The Jesuits first became established in Boston in 1847, when Archbishop John FitzPatrick invited Father John McElroy and several associates to take charge of St. Mary's Church in the North End of Boston. Father McElroy gathered funds from the poor immigrant Irish people of Boston to purchase property for a college and collegiate church, but for years his plans were delayed by anti-Catholic opposition. It wasn't until 1858 that he obtained the South End property on which the imposing Church of the Immaculate Conception, the college building, and Jesuit residence were built. Chartered in 1863, the College and high school opened in September 1864. The founder, Father McElroy, was then 80 years old, and a Swiss Jesuit, Father John Bapst, became the first President.

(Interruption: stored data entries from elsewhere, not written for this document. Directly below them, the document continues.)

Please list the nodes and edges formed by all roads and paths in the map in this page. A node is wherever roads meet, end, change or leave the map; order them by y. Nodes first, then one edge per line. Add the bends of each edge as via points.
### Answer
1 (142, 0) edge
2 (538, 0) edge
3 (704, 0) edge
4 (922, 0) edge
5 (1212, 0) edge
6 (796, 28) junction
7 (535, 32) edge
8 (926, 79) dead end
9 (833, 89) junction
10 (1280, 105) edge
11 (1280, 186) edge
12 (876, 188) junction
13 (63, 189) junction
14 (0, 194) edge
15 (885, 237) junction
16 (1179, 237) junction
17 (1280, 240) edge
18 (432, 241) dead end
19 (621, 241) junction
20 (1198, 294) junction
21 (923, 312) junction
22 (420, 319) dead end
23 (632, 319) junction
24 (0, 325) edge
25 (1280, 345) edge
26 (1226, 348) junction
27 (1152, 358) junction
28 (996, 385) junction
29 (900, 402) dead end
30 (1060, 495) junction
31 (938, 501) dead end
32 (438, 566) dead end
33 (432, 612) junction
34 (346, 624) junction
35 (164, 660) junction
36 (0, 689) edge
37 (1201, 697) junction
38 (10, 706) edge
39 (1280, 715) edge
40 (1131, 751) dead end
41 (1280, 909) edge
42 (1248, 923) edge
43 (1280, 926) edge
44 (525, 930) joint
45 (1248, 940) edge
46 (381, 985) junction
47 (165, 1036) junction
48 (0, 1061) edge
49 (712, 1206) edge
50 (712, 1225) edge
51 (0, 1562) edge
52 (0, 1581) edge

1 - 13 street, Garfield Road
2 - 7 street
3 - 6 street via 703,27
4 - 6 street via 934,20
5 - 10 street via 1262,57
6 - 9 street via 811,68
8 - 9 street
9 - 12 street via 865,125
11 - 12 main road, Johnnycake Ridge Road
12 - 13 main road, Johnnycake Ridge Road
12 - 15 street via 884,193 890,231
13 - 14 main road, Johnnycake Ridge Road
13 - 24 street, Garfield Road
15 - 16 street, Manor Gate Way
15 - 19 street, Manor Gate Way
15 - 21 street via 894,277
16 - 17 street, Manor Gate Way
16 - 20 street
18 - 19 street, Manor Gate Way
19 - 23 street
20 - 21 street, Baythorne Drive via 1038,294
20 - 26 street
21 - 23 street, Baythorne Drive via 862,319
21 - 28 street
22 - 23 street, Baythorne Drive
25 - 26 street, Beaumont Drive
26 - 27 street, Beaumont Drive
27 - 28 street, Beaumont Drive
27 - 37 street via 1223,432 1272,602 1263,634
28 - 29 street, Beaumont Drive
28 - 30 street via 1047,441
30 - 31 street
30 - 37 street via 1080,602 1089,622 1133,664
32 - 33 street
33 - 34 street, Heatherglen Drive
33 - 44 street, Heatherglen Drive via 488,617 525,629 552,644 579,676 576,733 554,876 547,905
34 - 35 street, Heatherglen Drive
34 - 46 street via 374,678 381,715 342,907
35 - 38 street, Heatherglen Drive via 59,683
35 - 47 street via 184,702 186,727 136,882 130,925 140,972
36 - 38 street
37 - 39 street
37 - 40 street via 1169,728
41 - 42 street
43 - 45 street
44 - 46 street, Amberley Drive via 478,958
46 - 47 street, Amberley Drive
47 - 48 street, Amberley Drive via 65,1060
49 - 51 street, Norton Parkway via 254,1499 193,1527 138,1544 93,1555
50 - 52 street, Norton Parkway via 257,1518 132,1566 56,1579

A prominent figure of the 19th-century Boston College Jesuit Community was Father Robert Fulton, who was the first dean. In 1870 he became president for ten years, left Boston, and returned for a second three-year presidency in 1888. Fulton was a witty, affable, opinionated man, admired by intellectuals of the Boston area. He set high standards for the College and refused to have philosophy, the capstone of the curriculum, taught until 1876. At the first graduation, in June 1877, the A.B. degree was conferred upon nine young men.
Another influential Jesuit at Boston College in the 19th century was Father Timothy Brosnahan, president in the 1890s. He wrote an elegant four-page explanation of the Jesuit system of education that appeared in the Boston College catalogue, not only during his presidency but for the next half-century as well. The Brosnahan statement was adopted in whole or in part for varying periods of time in the catalogues of 14 other Jesuit colleges in the United States. No doubt because of this leadership, it was Father Brosnahan who spoke for Jesuits nationally the year after he left Boston College, in the effective reply to an attack on Jesuit colleges that Harvard's president Charles W. Eliot published in the Atlantic Monthly.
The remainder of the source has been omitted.